You choose, IQ of 2,000 & clairvoyant OR, home experimenter that stole a good idea and is trying to work out the details?
(Hint: Not a tough choice)

As for my capabilities, I don't see you posting up pictures of your personal cartridge manufacture, your own personal pin press drawing machines, or it's production.
When you can produce your own cartridge cases from roll brass stock, then we might have something to compare notes on...

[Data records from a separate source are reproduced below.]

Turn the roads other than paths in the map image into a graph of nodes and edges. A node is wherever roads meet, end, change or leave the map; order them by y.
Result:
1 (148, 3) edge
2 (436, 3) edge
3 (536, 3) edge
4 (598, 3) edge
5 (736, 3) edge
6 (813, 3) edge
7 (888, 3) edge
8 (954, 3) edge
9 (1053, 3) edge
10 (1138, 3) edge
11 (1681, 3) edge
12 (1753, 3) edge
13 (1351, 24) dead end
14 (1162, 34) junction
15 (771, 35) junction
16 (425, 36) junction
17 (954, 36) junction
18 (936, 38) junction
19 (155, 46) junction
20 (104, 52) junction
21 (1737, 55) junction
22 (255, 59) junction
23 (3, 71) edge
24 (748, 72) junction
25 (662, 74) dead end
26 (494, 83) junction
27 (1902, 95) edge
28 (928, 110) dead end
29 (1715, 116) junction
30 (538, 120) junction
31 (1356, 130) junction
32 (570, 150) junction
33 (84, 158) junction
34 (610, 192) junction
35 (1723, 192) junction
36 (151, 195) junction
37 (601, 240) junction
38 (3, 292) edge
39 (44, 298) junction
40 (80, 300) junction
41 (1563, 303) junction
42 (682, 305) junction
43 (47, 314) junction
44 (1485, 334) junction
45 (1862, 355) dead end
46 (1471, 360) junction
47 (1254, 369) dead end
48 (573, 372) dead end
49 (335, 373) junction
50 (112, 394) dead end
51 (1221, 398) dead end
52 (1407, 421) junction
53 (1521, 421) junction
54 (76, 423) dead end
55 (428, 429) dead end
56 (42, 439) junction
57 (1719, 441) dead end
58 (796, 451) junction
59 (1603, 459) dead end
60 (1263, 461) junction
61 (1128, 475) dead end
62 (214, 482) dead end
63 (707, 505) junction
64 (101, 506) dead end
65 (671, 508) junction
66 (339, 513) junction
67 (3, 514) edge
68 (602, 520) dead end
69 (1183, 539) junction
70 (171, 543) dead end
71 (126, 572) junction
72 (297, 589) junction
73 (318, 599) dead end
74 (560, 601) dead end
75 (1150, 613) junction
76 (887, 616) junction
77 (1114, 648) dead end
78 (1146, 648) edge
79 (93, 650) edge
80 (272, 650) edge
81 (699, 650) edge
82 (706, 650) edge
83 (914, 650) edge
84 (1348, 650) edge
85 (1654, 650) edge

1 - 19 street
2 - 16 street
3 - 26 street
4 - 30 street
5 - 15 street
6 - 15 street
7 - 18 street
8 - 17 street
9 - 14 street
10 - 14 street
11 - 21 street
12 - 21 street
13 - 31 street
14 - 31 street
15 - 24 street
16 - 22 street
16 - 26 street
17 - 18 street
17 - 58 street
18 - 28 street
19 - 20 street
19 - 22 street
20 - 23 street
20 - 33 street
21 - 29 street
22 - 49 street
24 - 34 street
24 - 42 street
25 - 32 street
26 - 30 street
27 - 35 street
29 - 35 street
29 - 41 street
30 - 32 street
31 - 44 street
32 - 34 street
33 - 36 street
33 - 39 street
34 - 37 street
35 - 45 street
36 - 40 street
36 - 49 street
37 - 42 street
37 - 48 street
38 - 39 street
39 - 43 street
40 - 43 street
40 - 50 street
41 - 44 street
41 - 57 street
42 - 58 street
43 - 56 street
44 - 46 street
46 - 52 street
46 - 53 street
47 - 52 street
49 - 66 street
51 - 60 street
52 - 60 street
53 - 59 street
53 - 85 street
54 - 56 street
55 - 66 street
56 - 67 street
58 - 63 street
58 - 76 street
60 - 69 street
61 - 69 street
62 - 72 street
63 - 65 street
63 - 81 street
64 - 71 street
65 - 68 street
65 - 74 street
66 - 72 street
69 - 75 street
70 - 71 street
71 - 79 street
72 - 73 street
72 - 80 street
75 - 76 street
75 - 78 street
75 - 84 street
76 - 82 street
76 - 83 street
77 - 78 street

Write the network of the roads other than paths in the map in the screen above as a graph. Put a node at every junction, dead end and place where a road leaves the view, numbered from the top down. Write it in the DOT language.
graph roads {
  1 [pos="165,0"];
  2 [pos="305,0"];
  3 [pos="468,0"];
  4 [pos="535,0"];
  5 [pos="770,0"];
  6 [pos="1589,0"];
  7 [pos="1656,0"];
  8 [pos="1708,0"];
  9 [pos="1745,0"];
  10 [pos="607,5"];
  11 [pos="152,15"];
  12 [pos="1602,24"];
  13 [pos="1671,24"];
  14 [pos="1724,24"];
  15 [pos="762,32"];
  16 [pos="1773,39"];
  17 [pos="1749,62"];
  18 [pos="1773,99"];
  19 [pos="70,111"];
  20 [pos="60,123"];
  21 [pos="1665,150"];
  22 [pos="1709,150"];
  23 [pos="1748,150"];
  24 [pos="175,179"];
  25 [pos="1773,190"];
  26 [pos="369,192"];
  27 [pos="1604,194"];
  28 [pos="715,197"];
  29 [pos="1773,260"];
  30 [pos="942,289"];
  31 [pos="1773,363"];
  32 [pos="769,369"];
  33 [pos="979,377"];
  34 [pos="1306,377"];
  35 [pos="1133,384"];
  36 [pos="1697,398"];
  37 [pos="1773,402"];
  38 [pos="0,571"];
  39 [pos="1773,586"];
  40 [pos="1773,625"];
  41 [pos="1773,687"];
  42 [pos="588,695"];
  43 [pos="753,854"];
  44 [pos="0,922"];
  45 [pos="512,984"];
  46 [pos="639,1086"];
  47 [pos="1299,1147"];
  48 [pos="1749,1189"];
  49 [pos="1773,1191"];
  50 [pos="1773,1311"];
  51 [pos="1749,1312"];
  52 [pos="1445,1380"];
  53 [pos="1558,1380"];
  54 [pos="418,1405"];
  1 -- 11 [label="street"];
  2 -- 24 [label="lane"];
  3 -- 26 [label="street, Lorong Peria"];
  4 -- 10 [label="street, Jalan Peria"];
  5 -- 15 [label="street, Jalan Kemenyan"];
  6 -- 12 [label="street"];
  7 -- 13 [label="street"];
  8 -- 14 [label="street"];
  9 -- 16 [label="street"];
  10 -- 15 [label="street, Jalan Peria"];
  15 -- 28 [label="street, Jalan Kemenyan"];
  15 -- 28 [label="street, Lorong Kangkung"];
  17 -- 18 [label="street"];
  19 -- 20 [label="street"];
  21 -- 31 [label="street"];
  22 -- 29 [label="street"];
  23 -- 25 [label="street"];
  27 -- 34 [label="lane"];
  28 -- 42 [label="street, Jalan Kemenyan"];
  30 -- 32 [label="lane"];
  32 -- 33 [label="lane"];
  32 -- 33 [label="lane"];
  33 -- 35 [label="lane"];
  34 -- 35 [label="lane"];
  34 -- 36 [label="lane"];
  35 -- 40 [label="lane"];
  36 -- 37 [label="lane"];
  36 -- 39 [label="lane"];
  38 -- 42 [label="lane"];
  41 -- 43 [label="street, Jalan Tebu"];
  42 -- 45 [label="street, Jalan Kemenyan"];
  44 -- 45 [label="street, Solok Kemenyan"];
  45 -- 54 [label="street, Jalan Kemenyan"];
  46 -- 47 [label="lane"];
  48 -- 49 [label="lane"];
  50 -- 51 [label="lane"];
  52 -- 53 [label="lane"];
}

Since I CAN produces cases from roll stock, and have posted the product in transition from roll stock to formed cases,
One would ASSUME that I might know about the annealing process since that case has to be annealed a minimum of 4 times.
'Immersion' annealing is how the cases are annealed, steel or ceramic pellets heated to the target annealing temp, cases immersed in those heated pellets (mass) for a given amount of time.

Immersion annealing IS NOT what we are doing here, or you could simply crank the oven up and throw the cases in for a couple hours... (Some people actually do that, but they don't talk about it much because the 'Internet Experts' rag on endlessly about the dogma of annealing & 'Soft' case heads)

It's your choice, believe in what you want, buy what you want, but if you are going to make big claims about 'Perfect' then be prepared for peer review since you WILL have to prove it...
And since you don't own any of the annealing machines discussed, proof might be difficult!...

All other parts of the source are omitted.